> **PROBLEM DESCRIPTION**: Retype every record exactly. Leave the pictures out.

START EXTRACTED DATA

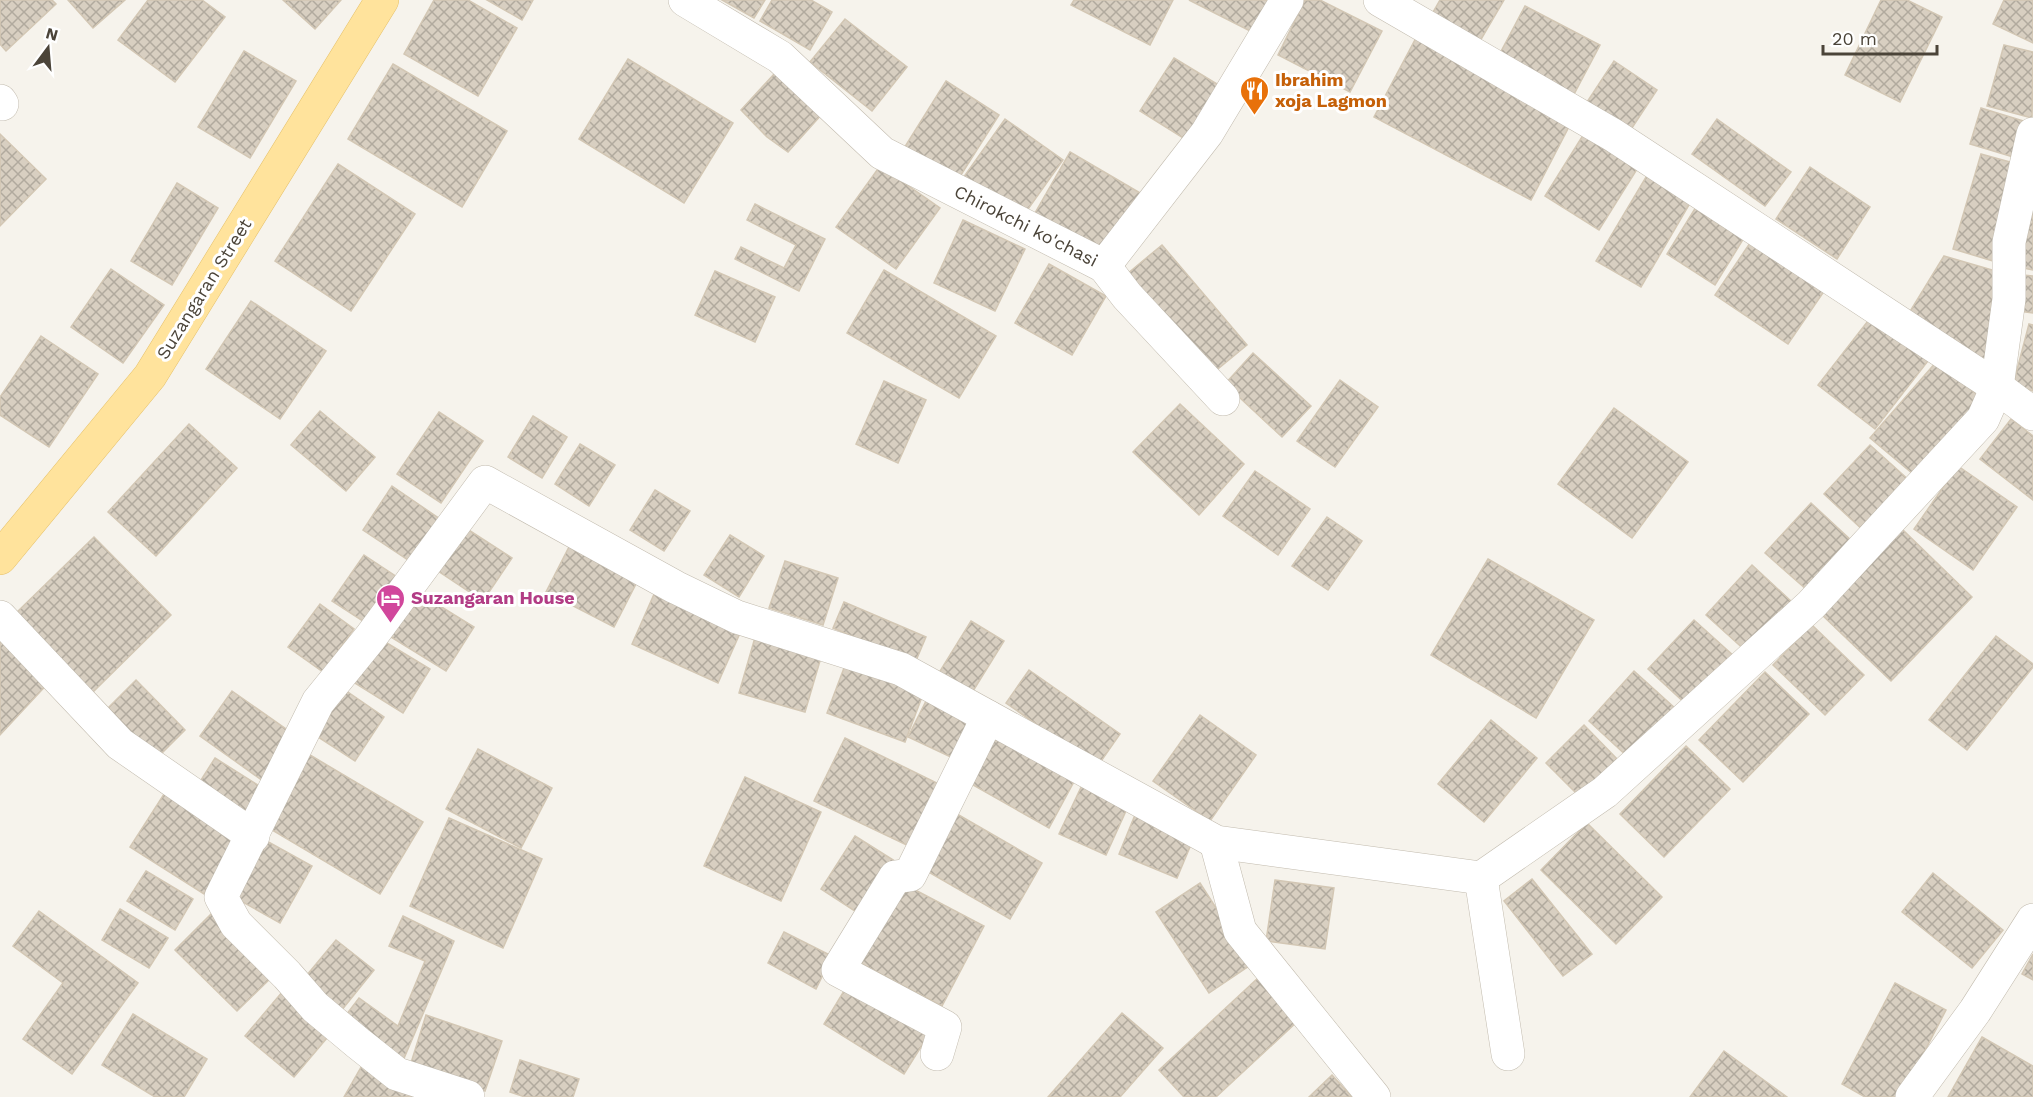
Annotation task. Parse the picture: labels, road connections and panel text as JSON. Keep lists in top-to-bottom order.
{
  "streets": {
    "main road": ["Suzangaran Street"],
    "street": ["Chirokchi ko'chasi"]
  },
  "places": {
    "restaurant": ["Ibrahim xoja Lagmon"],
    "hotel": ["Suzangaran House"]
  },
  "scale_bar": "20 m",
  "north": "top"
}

END EXTRACTED DATA

> **TASK SOLUTION**:
Annotation task. Parse the picture: labels, road connections and panel text as JSON. Keep lists in top-to-bottom order.
{
  "streets": {
    "main road": ["Suzangaran Street"],
    "street": ["Chirokchi ko'chasi"]
  },
  "places": {
    "restaurant": ["Ibrahim xoja Lagmon"],
    "hotel": ["Suzangaran House"]
  },
  "scale_bar": "20 m",
  "north": "top"
}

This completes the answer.